Loophole that would destroy wetland awaits legal opinion
from Jack Gibbons North Gwillimbury Forest Alliance October 28 2010
First the good news: At the Lake Simcoe Region Conservation Authority’s (LSRCA) October 25th board meeting, Councillor Phil Craig of the Town of Georgina announced that he supports our request for the elimination of the Maple Lake Estates (MLE) Loophole.
The MLE Loophole would appear to give Metrus Developments automatic approval for a 500 acre, 1000+ home development that would destroy a provincially significant wetland in the North Gwillimbury Forest.
According to an LSRCA staff report, none of the LSRCA’s five neighbouring Conservation Authorities permit large-scale developments that would destroy a provincially significant wetland.
Now the bad news: Mayor Geoffrey Dawe of Aurora moved a motion to defer making a decision on the Maple Lake Estates Loophole until after the LSRCA receives a legal opinion from its lawyer. Mayor Dawe’s motion was approved. As a result, the MLE Loophole will remain in place until at least the next LSRCA board meeting (November 22nd).
Mike Walters of the LSRCA made a PowerPoint presentation about Metrus Developments’ proposal to surrender its Maple Lake Estates development approvals in return for permission to build a subdivision outside of the North Gwillimbury Forest (NGF) on the south-side of Deer Park Road, west of Woodbine Avenue in the Town of Georgina.
The North Gwillimbury Forest Alliance strongly supports a Maple Lakes Estates development approvals swap agreement that is in the public interest. In particular, we believe that two key conditions must be met:
First, the agreement must ensure that all of the NGF lands that are owned by Metrus will be preserved in their natural state – forever. And there are three such properties:
the Maple Lake Estates property;
the Maple Lake Estates 2 property (most of this section of the NGF is also a provincially significant wetland);
the Stag Hollow property ( this property contains a magnificent old growth forest).
To ensure that these forests are kept in their natural state forever, their ownership must be transferred to the LSRCA or an appropriate land trust.
Secondly, there must be full community input with respect to the location and design of Metrus’ proposed new residential development. Community input is necessary to ensure that we create a high-quality new community, in an appropriate location.
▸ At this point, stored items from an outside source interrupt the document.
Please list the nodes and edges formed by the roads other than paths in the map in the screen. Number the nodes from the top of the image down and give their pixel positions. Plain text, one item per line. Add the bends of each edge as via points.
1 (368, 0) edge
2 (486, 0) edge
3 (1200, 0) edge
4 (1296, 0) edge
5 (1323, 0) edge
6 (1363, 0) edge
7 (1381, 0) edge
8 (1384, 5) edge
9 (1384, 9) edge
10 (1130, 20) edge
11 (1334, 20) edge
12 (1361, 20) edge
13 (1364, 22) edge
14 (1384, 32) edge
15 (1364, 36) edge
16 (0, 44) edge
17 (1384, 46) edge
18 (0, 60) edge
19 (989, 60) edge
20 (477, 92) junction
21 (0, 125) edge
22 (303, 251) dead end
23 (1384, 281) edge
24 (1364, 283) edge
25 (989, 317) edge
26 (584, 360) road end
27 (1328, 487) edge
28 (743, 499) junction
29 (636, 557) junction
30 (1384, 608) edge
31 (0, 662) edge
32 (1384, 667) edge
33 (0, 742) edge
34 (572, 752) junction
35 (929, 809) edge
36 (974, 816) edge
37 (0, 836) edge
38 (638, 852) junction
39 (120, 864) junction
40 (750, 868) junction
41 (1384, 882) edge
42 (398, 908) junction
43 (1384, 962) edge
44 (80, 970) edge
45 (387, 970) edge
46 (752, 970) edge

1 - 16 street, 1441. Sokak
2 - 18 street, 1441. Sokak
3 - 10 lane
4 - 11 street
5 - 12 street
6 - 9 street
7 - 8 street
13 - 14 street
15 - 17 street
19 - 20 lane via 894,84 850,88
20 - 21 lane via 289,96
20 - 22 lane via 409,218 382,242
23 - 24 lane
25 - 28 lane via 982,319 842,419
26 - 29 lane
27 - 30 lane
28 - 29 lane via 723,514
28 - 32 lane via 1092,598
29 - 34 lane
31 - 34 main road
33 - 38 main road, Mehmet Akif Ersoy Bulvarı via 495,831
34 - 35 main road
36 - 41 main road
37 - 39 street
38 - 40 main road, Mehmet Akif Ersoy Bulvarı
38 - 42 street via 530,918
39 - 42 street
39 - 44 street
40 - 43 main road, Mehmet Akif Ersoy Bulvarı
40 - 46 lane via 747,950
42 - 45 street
While we hope that it will be possible to negotiate a development approvals swap agreement with Metrus that is in the public interest, there is no guarantee that the negotiations will be successful. And if no deal is reached, Metrus must not be allowed to proceed with a 1,000 unit subdivision which will destroy a provincially significant wetland. Therefore it is essential that the LSRCA eliminate its MLE Loophole at its November 22nd board meeting.